§ How to complete this task: Give back the entire listing that follows, exactly.

━━━ Material for the task

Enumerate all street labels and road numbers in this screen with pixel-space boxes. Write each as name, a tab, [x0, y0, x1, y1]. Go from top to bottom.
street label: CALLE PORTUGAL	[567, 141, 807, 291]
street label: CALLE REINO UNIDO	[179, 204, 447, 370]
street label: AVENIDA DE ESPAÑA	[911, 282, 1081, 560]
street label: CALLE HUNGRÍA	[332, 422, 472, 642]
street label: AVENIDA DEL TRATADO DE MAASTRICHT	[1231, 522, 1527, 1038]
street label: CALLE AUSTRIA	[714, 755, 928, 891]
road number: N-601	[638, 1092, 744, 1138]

━━━━━━

§ Exercise result:
Enumerate all street labels and road numbers in this screen with pixel-space boxes. Write each as name, a tab, [x0, y0, x1, y1]. Go from top to bottom.
street label: CALLE PORTUGAL	[567, 141, 807, 291]
street label: CALLE REINO UNIDO	[179, 204, 447, 370]
street label: AVENIDA DE ESPAÑA	[911, 282, 1081, 560]
street label: CALLE HUNGRÍA	[332, 422, 472, 642]
street label: AVENIDA DEL TRATADO DE MAASTRICHT	[1231, 522, 1527, 1038]
street label: CALLE AUSTRIA	[714, 755, 928, 891]
road number: N-601	[638, 1092, 744, 1138]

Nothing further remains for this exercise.